In 2015, Sivan released his third album, A New Dance, again on Fresh Sound New Talent Records.

In 2017, Sivan released his fourth album, Antidote, with Aima Records. The album featured Gracie Terzian in Sivan's cover version of "Over the Rainbow". The album had an alternative version of the track "For Emotional Use Only".

In 2018, Sivan released his fifth studio album, My Favorite Monster, featuring collaborations with Gracie Terzian, Sophia Urista and Cliche. In contrast to previous albums, My Favourite Monster contains an eclectic group of influences outside of jazz including R&B, hip-hop and North Indian music. A sample of Mahatma Gandhi's 1931 speech at Kingsley Hall was used on the track "Knives B", a re-interpretation of the track "Knives" from the album Antidote.

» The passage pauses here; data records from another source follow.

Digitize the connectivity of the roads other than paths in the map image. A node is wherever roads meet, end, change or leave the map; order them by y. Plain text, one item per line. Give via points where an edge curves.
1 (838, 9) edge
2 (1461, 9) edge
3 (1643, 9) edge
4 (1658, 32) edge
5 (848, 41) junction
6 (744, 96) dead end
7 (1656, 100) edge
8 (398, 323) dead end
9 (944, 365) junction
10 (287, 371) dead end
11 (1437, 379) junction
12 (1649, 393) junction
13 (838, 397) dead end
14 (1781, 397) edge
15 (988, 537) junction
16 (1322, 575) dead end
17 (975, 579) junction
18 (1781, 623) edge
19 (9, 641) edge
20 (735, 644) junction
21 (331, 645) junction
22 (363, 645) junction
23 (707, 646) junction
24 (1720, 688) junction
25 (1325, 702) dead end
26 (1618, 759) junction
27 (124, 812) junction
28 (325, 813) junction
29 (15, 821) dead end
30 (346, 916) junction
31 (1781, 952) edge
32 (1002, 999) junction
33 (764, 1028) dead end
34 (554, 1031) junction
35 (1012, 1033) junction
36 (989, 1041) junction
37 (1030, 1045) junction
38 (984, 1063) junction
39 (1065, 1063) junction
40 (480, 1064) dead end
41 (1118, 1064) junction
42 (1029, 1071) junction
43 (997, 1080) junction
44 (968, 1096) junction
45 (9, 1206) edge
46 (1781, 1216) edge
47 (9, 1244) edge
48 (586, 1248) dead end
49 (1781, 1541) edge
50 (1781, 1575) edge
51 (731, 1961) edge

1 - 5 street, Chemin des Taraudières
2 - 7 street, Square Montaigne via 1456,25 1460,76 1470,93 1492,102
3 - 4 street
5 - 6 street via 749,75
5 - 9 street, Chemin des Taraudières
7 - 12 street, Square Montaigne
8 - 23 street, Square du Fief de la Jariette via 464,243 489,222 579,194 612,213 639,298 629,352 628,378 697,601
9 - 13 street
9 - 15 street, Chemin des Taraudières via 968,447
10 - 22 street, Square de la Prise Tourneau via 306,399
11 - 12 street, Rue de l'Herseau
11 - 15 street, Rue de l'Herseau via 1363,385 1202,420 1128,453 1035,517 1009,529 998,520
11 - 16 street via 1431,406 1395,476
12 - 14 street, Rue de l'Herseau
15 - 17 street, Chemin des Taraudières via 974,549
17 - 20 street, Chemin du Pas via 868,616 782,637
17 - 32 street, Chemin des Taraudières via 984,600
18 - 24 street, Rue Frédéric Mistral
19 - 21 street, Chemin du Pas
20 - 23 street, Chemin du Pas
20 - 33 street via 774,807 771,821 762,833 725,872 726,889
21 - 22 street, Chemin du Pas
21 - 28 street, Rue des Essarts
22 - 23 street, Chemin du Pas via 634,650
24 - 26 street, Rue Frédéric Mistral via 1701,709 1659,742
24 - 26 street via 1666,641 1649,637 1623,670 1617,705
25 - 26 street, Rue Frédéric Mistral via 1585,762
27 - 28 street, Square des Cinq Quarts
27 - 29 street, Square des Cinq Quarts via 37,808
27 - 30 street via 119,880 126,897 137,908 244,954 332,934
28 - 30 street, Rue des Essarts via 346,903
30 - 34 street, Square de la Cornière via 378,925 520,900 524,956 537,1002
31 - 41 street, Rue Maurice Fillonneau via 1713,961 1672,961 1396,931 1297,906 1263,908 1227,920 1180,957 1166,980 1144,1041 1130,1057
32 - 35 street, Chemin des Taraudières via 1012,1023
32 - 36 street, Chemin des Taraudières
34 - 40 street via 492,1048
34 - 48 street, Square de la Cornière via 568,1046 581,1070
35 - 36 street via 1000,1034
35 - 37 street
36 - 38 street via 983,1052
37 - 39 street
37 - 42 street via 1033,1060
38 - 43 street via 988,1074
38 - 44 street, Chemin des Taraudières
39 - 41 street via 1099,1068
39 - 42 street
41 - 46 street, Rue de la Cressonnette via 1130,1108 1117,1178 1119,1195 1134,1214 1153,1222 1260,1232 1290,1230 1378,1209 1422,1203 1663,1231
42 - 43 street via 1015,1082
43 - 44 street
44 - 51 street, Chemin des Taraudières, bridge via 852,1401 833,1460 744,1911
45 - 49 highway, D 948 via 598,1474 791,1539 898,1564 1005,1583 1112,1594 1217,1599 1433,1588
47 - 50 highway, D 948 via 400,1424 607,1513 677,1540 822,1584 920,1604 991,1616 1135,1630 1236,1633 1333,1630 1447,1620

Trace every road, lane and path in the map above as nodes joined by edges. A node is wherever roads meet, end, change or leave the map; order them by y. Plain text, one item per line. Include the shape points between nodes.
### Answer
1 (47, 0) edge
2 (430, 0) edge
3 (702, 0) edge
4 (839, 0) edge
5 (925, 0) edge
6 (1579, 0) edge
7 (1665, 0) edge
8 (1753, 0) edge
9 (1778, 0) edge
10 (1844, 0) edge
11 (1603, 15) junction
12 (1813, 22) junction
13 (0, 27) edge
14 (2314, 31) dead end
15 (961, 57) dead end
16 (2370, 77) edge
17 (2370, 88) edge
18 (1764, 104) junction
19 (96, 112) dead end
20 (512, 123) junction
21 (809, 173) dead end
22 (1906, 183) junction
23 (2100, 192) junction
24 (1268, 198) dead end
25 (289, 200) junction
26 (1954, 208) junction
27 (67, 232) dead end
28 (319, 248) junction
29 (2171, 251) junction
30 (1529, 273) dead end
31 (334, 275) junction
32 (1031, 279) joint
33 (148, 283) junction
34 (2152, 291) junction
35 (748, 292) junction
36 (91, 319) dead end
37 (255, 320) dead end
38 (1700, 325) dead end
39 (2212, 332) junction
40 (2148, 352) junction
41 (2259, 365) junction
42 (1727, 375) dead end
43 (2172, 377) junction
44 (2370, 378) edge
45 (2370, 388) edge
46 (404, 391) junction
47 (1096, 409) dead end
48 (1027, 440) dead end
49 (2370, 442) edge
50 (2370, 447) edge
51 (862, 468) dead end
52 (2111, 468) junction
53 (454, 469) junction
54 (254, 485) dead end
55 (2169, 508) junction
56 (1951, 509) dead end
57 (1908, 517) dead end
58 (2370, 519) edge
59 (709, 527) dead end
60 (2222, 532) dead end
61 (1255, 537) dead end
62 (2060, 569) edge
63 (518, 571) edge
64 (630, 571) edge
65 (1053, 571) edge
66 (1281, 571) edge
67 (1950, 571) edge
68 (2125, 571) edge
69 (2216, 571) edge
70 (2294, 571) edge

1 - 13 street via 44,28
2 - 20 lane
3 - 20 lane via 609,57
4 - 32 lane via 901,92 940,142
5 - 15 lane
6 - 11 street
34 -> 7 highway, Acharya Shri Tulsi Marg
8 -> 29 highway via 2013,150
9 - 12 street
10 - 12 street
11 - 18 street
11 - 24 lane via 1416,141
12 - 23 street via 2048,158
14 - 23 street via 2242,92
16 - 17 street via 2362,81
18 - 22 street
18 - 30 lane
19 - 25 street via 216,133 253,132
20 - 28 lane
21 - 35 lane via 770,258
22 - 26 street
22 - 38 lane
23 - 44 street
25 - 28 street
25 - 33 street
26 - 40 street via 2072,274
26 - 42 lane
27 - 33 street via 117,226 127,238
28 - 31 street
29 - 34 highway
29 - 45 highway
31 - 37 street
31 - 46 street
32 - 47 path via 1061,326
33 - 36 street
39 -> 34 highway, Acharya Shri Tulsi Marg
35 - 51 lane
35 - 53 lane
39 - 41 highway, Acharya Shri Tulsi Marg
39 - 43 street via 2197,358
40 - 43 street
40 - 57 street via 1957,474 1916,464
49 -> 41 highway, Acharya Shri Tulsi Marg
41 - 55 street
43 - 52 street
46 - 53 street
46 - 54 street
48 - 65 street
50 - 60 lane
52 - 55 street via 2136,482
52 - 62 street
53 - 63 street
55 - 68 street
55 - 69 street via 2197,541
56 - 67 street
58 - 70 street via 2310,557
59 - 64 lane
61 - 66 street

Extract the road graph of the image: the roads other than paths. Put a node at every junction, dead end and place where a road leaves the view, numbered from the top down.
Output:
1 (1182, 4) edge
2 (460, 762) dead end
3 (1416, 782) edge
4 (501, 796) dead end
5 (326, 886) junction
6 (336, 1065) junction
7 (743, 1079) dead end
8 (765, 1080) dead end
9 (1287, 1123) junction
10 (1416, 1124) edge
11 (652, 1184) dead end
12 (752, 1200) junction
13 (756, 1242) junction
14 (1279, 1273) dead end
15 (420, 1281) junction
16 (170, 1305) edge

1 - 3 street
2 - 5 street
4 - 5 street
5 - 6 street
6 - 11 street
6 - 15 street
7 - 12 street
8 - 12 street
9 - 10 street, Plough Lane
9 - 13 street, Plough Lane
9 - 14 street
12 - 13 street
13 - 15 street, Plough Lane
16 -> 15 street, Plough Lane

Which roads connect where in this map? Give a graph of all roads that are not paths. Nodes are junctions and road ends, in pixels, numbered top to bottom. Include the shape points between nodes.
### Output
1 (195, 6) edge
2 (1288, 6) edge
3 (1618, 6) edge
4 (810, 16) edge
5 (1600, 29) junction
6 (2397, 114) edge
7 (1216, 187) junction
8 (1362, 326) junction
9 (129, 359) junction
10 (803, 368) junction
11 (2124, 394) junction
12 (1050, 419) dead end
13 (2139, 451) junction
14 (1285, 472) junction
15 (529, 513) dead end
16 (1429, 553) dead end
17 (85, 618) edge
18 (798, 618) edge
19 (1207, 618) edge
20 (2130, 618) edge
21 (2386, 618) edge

In 2025, Sivan collaborated with Belgian producer Poldoore on the track "Soliloquy Interlude", which appeared on Poldoore's album Chroma Dream.

Sivan has performed with world-renowned musicians, including Peter Bernstein, Ari Hoenig, Ben Street, Gracie Terzian, and Ferenc Nemeth and regularly performs in New York City's top venues such as Smalls, Birdland, The Jazz Gallery, The Bar Next Door and The Blue Note. He performs frequently with his trio at festivals all around the world.